_WHAT THE TASK REQUIRES_
How many lines in the records below include "Autopista"? Answer with the number only.

┏━━

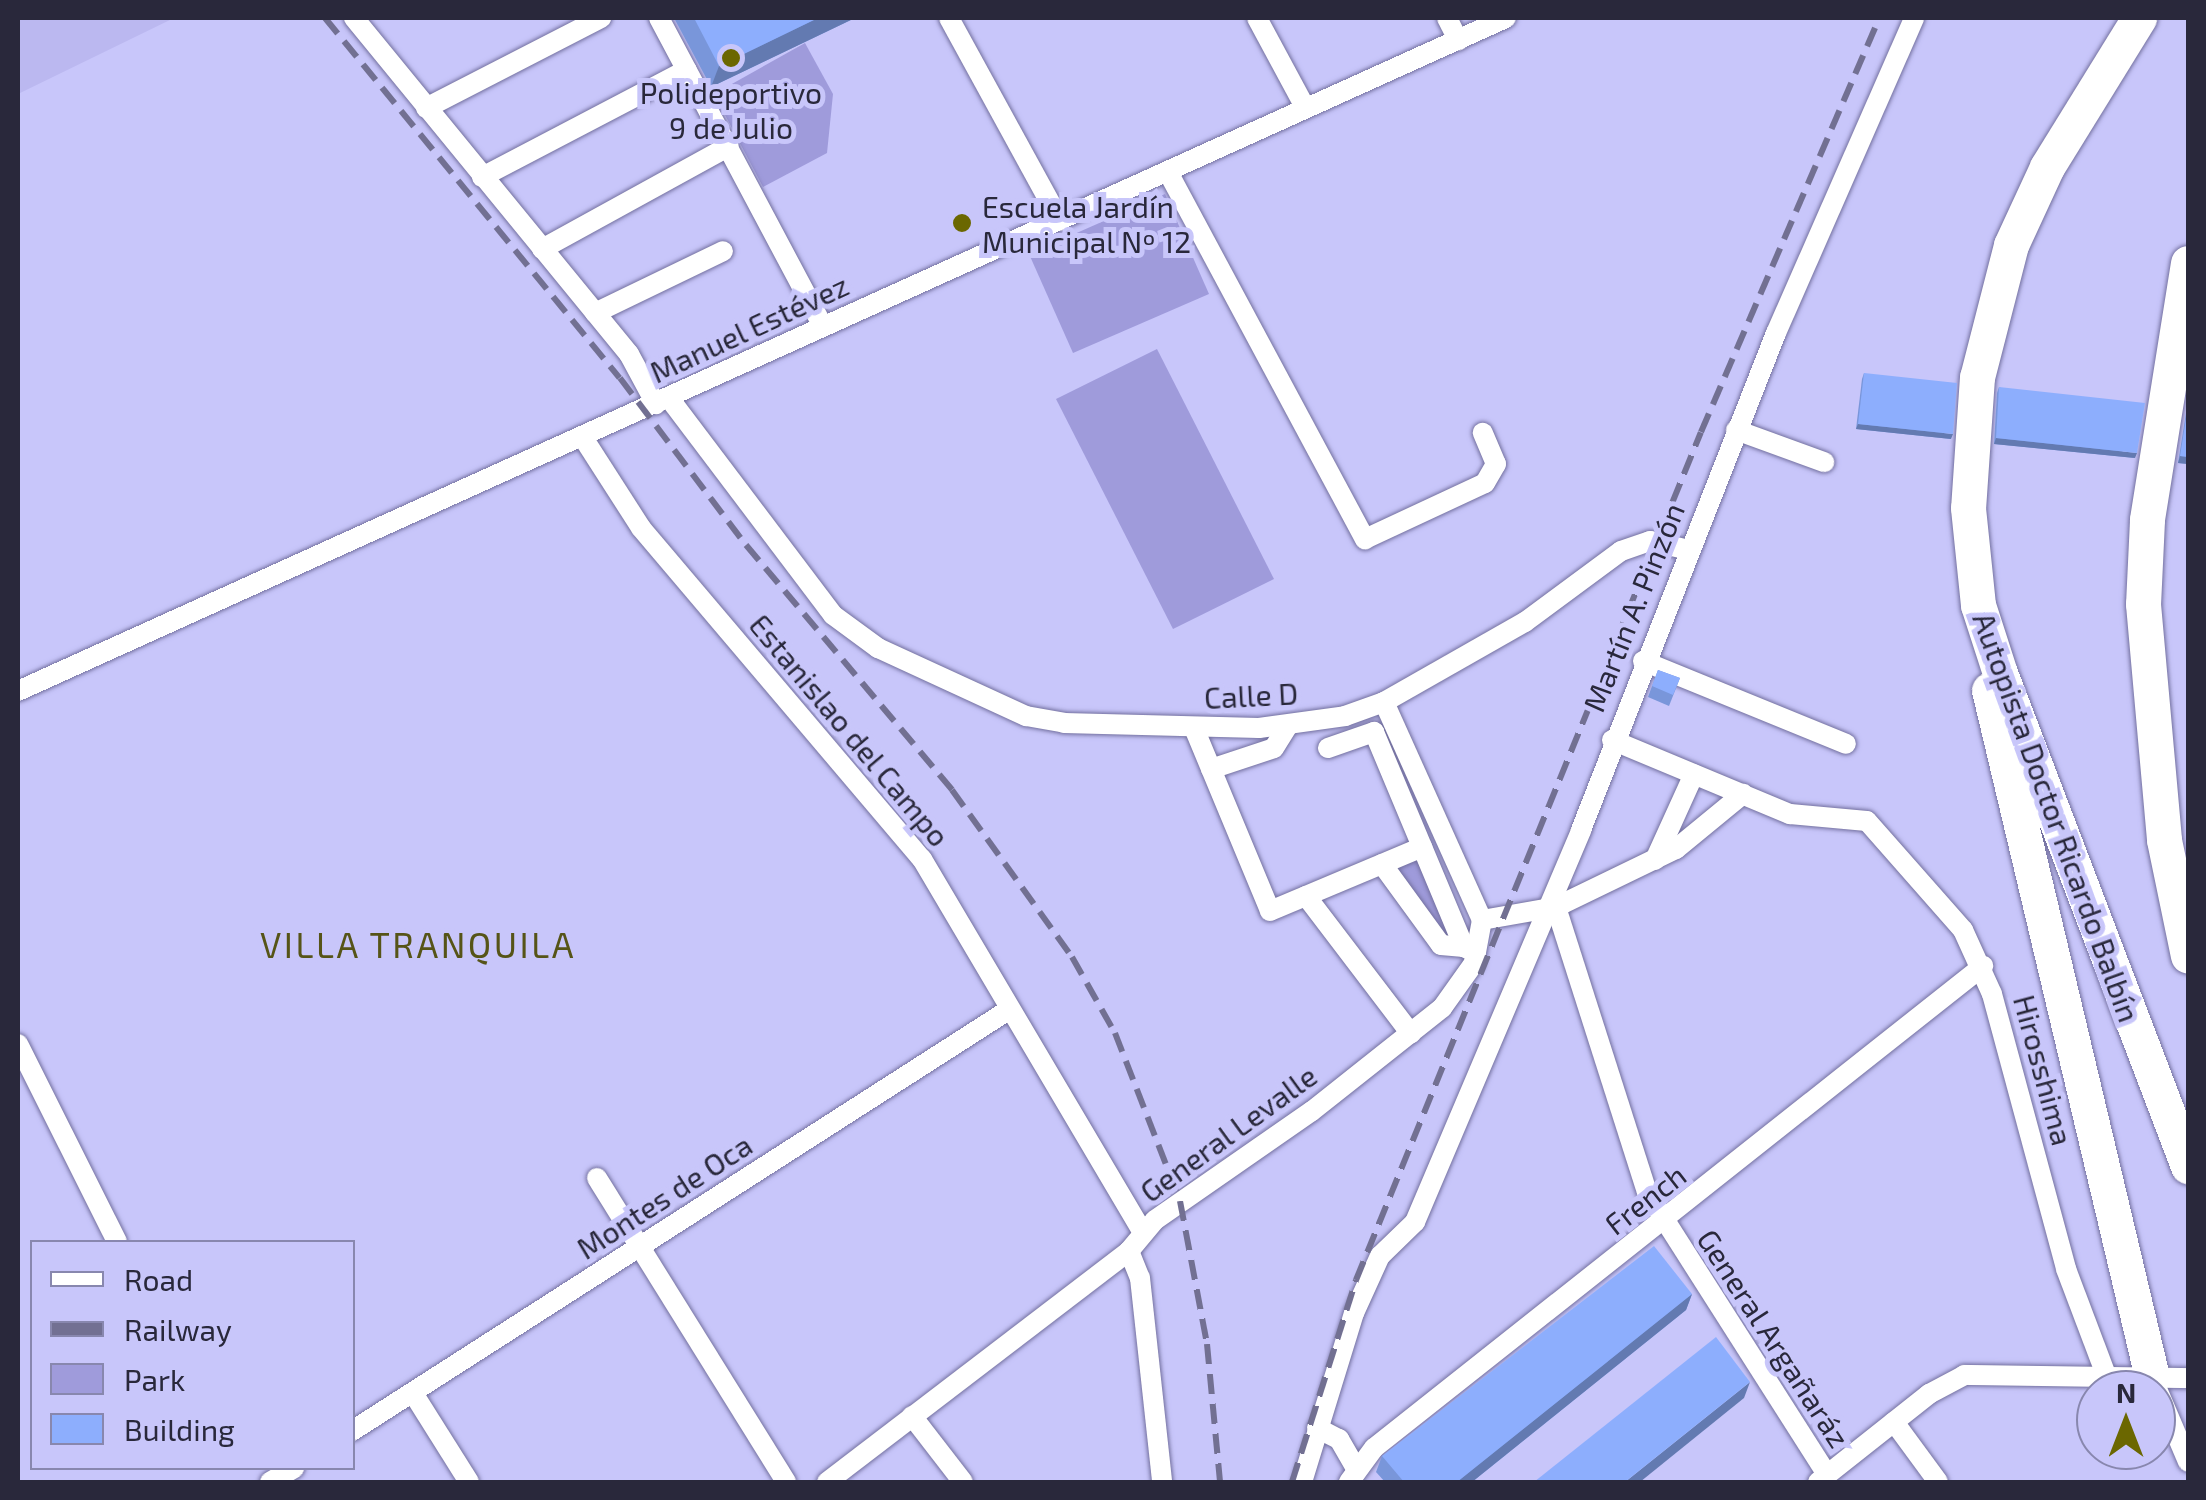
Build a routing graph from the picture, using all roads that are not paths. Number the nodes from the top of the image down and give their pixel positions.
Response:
1 (354, 18) edge
2 (601, 18) edge
3 (659, 18) edge
4 (948, 18) edge
5 (1257, 18) edge
6 (1447, 18) edge
7 (1914, 18) edge
8 (2139, 18) edge
9 (1497, 19) edge
10 (1458, 40) junction
11 (687, 70) junction
12 (1305, 107) junction
13 (426, 108) junction
14 (729, 146) junction
15 (1168, 172) junction
16 (482, 177) junction
17 (1060, 221) junction
18 (542, 249) junction
19 (723, 251) dead end
20 (2188, 263) edge
21 (595, 314) junction
22 (823, 326) junction
23 (662, 401) junction
24 (1736, 430) junction
25 (1484, 434) dead end
26 (582, 436) junction
27 (1824, 462) dead end
28 (1688, 550) junction
29 (1978, 605) junction
30 (1643, 661) junction
31 (18, 692) edge
32 (1384, 702) junction
33 (1287, 726) junction
34 (1194, 728) junction
35 (1612, 740) junction
36 (1846, 744) dead end
37 (1328, 748) dead end
38 (1211, 768) junction
39 (1694, 774) junction
40 (1742, 794) junction
41 (1422, 847) junction
42 (1654, 862) junction
43 (1382, 864) junction
44 (1306, 896) junction
45 (1551, 909) junction
46 (1482, 920) junction
47 (1470, 950) junction
48 (2188, 956) edge
49 (1983, 966) junction
50 (1007, 1011) junction
51 (1411, 1034) junction
52 (18, 1044) edge
53 (2187, 1162) edge
54 (597, 1178) dead end
55 (1663, 1224) junction
56 (1143, 1232) junction
57 (117, 1240) edge
58 (640, 1246) junction
59 (1128, 1251) junction
60 (2104, 1370) edge
61 (2150, 1370) edge
62 (2076, 1375) edge
63 (413, 1394) junction
64 (912, 1416) junction
65 (1894, 1422) junction
66 (1317, 1428) junction
67 (355, 1429) edge
68 (2176, 1434) edge
69 (2188, 1462) edge
70 (290, 1470) edge
71 (1352, 1475) edge
72 (1822, 1479) edge
73 (268, 1482) edge
74 (469, 1482) edge
75 (786, 1482) edge
76 (827, 1482) edge
77 (963, 1482) edge
78 (1162, 1482) edge
79 (1302, 1482) edge
80 (1938, 1482) edge

1 - 13 street, Calle D
2 - 13 street
3 - 11 street
4 - 17 street
5 - 12 street
6 - 10 street
7 - 24 street, Martín A. Pinzón
8 - 29 highway, Autopista Doctor Ricardo Balbín
9 - 10 street, Manuel Estévez
10 - 12 street, Manuel Estévez
11 - 14 street
11 - 16 street
12 - 15 street, Manuel Estévez
13 - 16 street, Calle D
14 - 18 street
14 - 22 street
15 - 17 street, Manuel Estévez
15 - 25 street
16 - 18 street, Calle D
17 - 22 street, Manuel Estévez
18 - 21 street, Calle D
19 - 21 street
20 - 48 highway
21 - 23 street, Calle D
22 - 23 street, Manuel Estévez
23 - 26 street, Manuel Estévez
23 - 34 street, Calle D
24 - 27 street
24 - 28 street, Martín A. Pinzón
26 - 31 street, Manuel Estévez
26 - 50 street, Estanislao del Campo
28 - 30 street, Martín A. Pinzón
28 - 32 street, Calle D
29 - 53 highway, Autopista Doctor Ricardo Balbín
29 - 61 highway
30 - 35 street, Martín A. Pinzón
30 - 36 street
32 - 33 street, Calle D
32 - 46 street
33 - 34 street, Calle D
33 - 38 street
34 - 38 street
35 - 39 street
35 - 45 street, Martín A. Pinzón
37 - 41 street
38 - 44 street
39 - 40 street
39 - 42 street
40 - 42 street
40 - 49 street, Hirosshima
41 - 43 street
41 - 47 street
42 - 45 street
43 - 44 street
43 - 47 street
44 - 51 street
45 - 46 street
45 - 55 street, General Argañaráz
45 - 66 street, Martín A. Pinzón
46 - 47 street, General Levalle
47 - 51 street, General Levalle
49 - 55 street, French
49 - 60 street, Hirosshima
50 - 56 street, Estanislao del Campo
50 - 58 street, Montes de Oca
51 - 56 street, General Levalle
52 - 57 street
54 - 58 street
55 - 71 street, French
55 - 72 street, General Argañaráz
56 - 59 street, General Levalle
58 - 63 street, Montes de Oca
58 - 75 street
59 - 64 street, General Levalle
59 - 78 street
62 - 65 street
63 - 67 street, Montes de Oca
63 - 74 street
64 - 76 street, General Levalle
64 - 77 street
65 - 72 street
65 - 80 street
66 - 71 street
66 - 79 street, Martín A. Pinzón
68 - 69 street
70 - 73 street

┗━━

_YOUR RESPONSE_
2